Julie: How do you manage to maintain your femininity and grace in male-dominated arenas, like the media, politics and the shooting and hunting world?
Katie: I just think it’s really fun to be a woman and to embrace femininity. We get to do things the guys don’t, how cool is that? Just because certain industries are male dominated, doesn’t mean women can’t function within them as exactly who they are — women.
Julie: One of the many things I admire about you is your enthusiasm for firearms training and the shooting sports. As a Gunsite graduate and recent competitor at the Smith & Wesson IDPA Indoor Nationals, how have these experiences molded your view of the gun culture?

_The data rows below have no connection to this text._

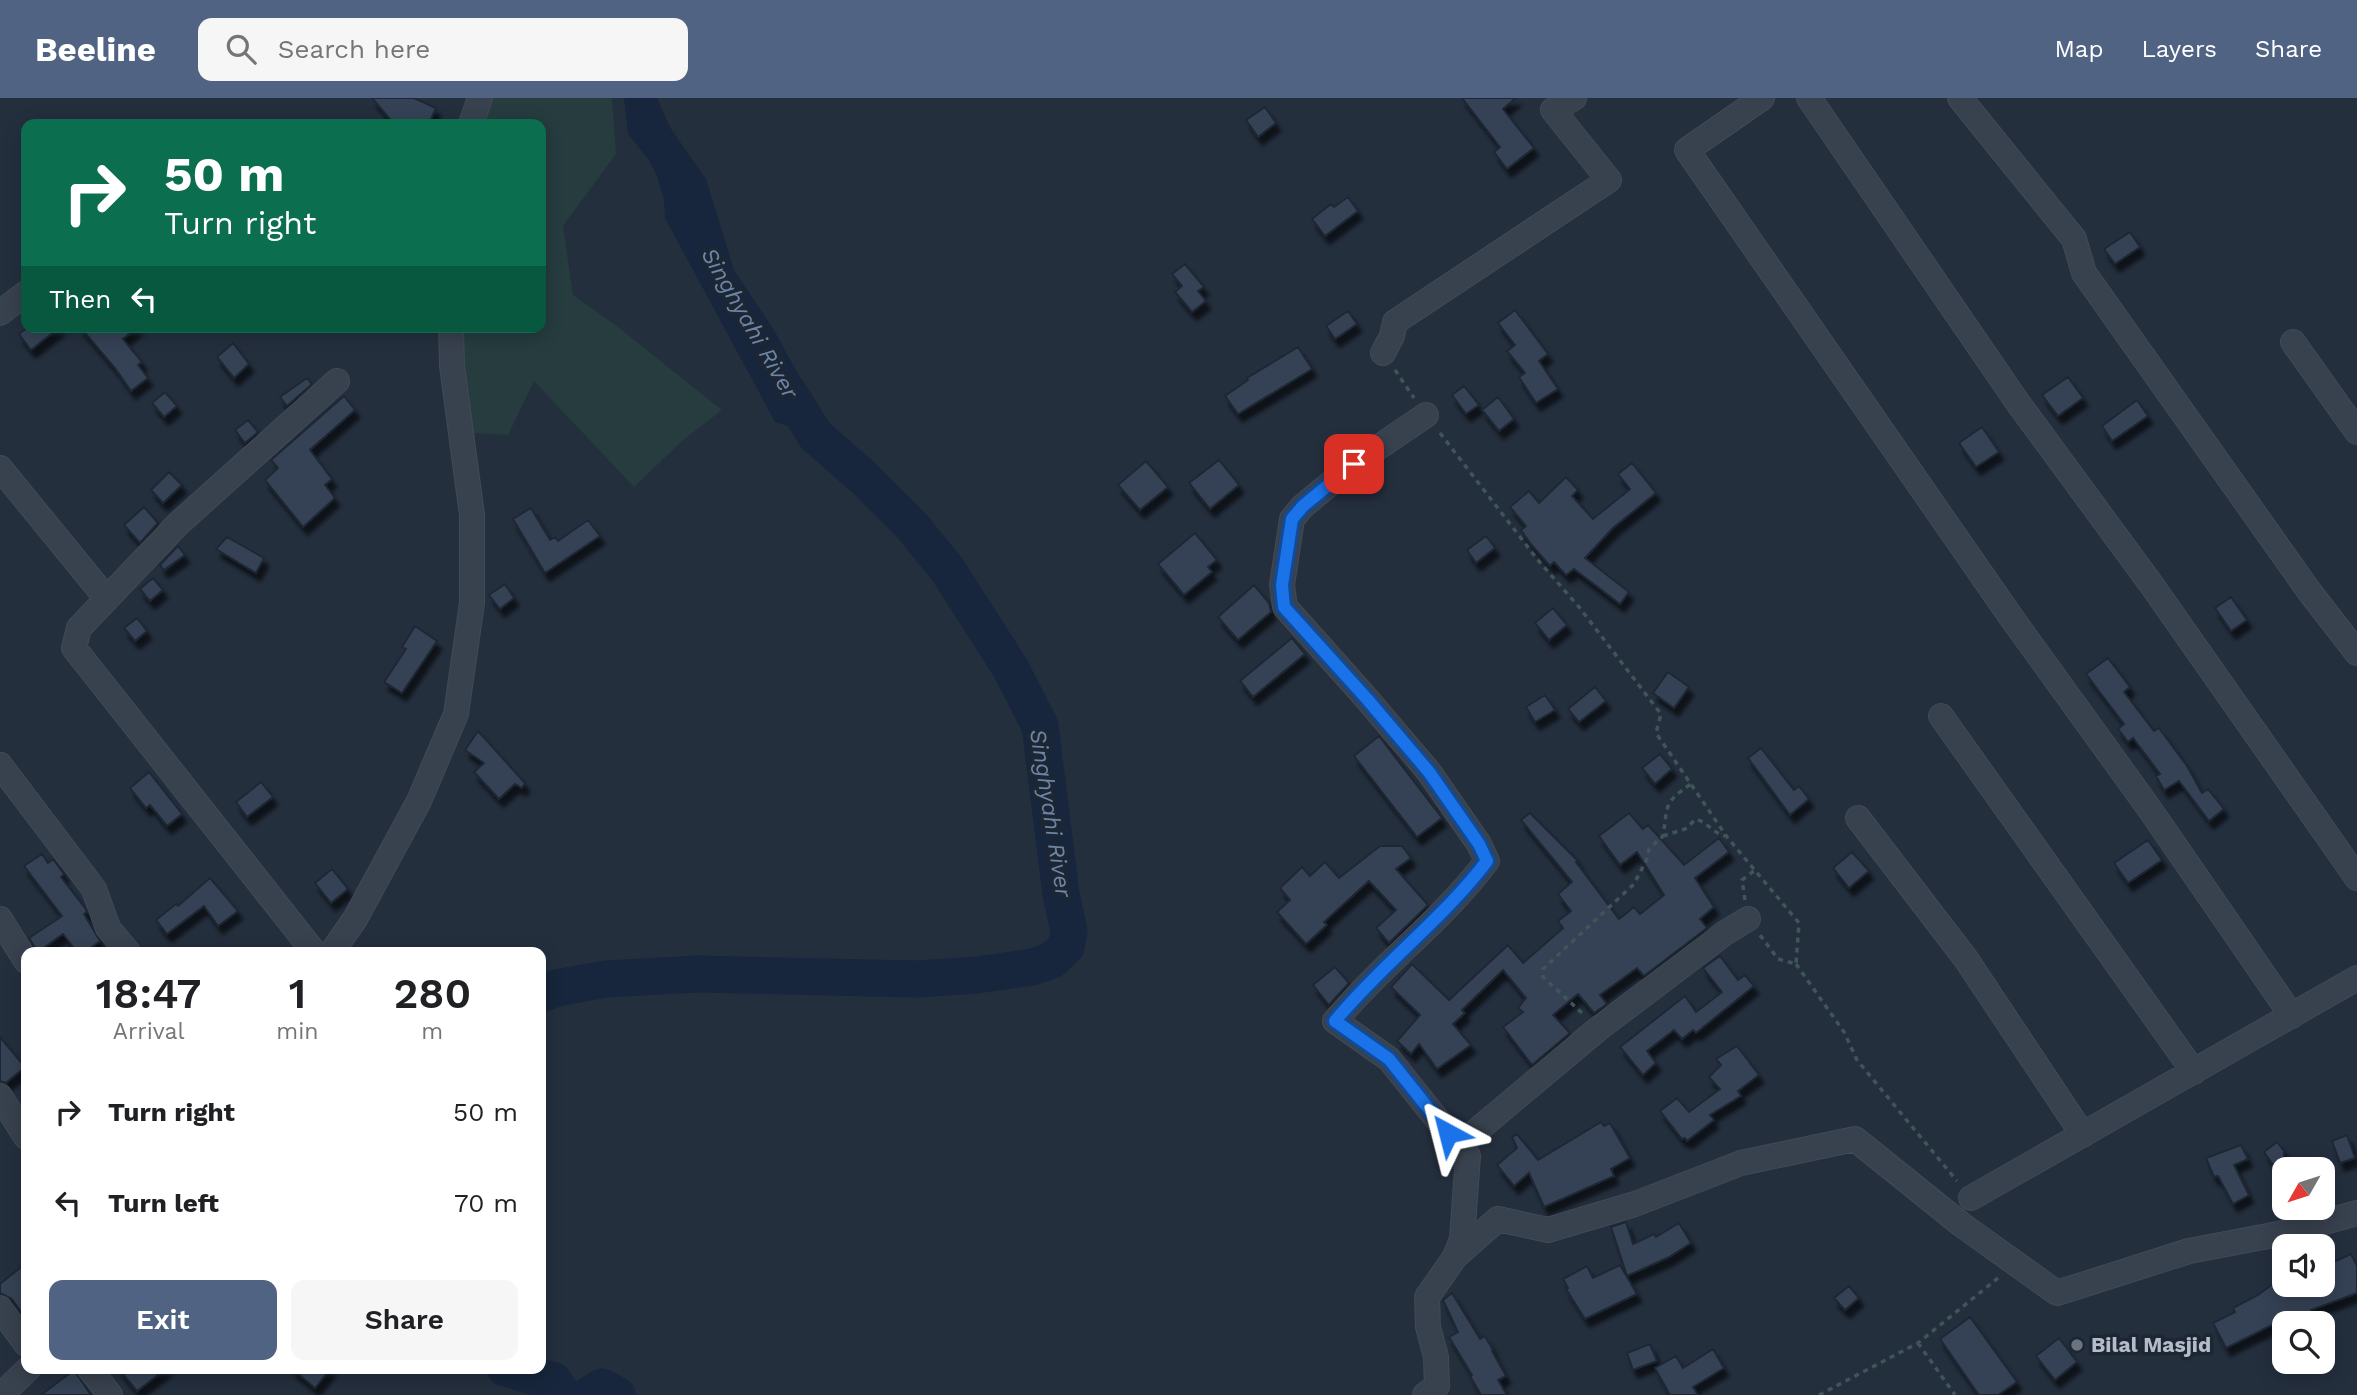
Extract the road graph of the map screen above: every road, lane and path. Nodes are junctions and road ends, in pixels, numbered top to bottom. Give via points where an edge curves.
1 (480, 98) edge
2 (1762, 98) edge
3 (1809, 98) edge
4 (1960, 98) edge
5 (1557, 102) edge
6 (473, 119) edge
7 (21, 297) edge
8 (0, 313) edge
9 (451, 333) edge
10 (2293, 342) dead end
11 (1382, 353) joint
12 (337, 381) dead end
13 (1426, 415) junction
14 (2357, 432) edge
15 (0, 468) edge
16 (107, 598) junction
17 (2357, 653) edge
18 (1941, 716) dead end
19 (0, 765) edge
20 (1691, 784) junction
21 (1858, 818) dead end
22 (1663, 836) junction
23 (1727, 837) junction
24 (1755, 870) junction
25 (2357, 878) edge
26 (0, 919) edge
27 (1748, 919) junction
28 (124, 947) edge
29 (310, 947) edge
30 (335, 947) edge
31 (21, 953) edge
32 (1796, 964) junction
33 (2357, 978) edge
34 (2291, 1016) junction
35 (1598, 1029) junction
36 (2194, 1072) junction
37 (0, 1096) edge
38 (21, 1128) edge
39 (2083, 1135) junction
40 (1462, 1143) junction
41 (1971, 1198) joint
42 (2357, 1213) edge
43 (1455, 1257) junction
44 (2016, 1264) junction
45 (0, 1308) edge
46 (21, 1337) edge
47 (1918, 1343) junction
48 (23, 1374) edge
49 (94, 1374) edge
50 (1, 1395) edge
51 (110, 1395) edge
52 (1425, 1395) edge
53 (1819, 1395) edge
54 (1955, 1395) edge

1 - 6 street
2 - 34 street via 1687,150
3 - 25 street via 2018,403
4 - 17 street via 2074,239 2084,273
5 - 11 street via 1609,180 1395,322
7 - 8 street
9 - 30 street via 472,515 471,603 456,714 419,801
10 - 14 street
11 - 13 path
12 - 16 street via 178,524
13 - 20 path via 1661,714 1656,733
13 - 40 street via 1303,506 1292,519 1282,585 1284,607 1429,772 1487,861 1335,1021 1389,1059 1448,1133
15 - 16 street
16 - 29 street via 79,628 74,648
18 - 36 street
19 - 28 street via 94,889 108,928
20 - 22 path via 1672,797
20 - 23 path
21 - 39 street via 1966,959
22 - 23 path via 1685,829 1696,819
22 - 35 path via 1648,849 1634,884 1543,969 1543,977
23 - 24 path
24 - 27 path via 1742,880
24 - 32 path via 1799,923
26 - 31 street
27 - 32 path via 1778,959
27 - 35 street
32 - 41 path via 1844,1032 1857,1060
33 - 34 street
34 - 36 street
35 - 40 street
36 - 39 street
37 - 38 street
39 - 41 street
40 - 43 street via 1468,1156 1462,1239
42 - 44 street via 2289,1232 2189,1251 2057,1293
43 - 44 street via 1498,1219 1548,1230 1635,1204 1741,1163 1855,1139
43 - 52 street via 1427,1297 1437,1386
44 - 47 path
45 - 46 street
47 - 53 path
47 - 54 path
48 - 50 street
49 - 51 street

Katie: I’ve been blessed with some incredible opportunities to see the gun industry and gun culture from a number of different angles. Gunsite and the Smith & Wesson Back IDPA Indoor Nationals not only gave me important training and skills, but also reminded me that the people involved in responsible gun ownership and American gun culture are the best people anyone could ever have the privilege of working with. I’ve also been blessed with coaching from some of the best in the industry, Buz Mills and his instructors and, of course, you,,Julie! The gun culture portrayed in the media is unfairly skewed in egregious ways, but the good news is the more people who are exposed to the facts about firearms, respect and training, the more people embrace it.
Julie: Hunting, shooting sports and gun ownership, in general, are more often than not portrayed negatively in mainstream media, and anti-gun groups are honing in on women. What advice can you give for women who may feel uncomfortable speaking out when it comes to women’s rights and the importance of the Second Amendment?
Katie: I would tell them they aren’t alone and that there are millions of women who believe in the same freedoms and rights as they do. Before women had the right to vote, they had the right to own a firearm (there’s an entire chapter about women and firearms in my book). Speaking out is incredibly important and the amazing thing about media today, new media, is that everyone can have a voice with huge influence in the gun debate.
Juie: As a champion for hunters and shooters, you have so much reach among Townhall.com, Fox’s Outnumbered and your huge social media following. How can the every day person make a difference?
Katie: Anyone can make a difference, but that can’t happen unless someone makes the decision to get involved. Everyone has to start somewhere and every voice is an important one. Come on in, the water’s fine!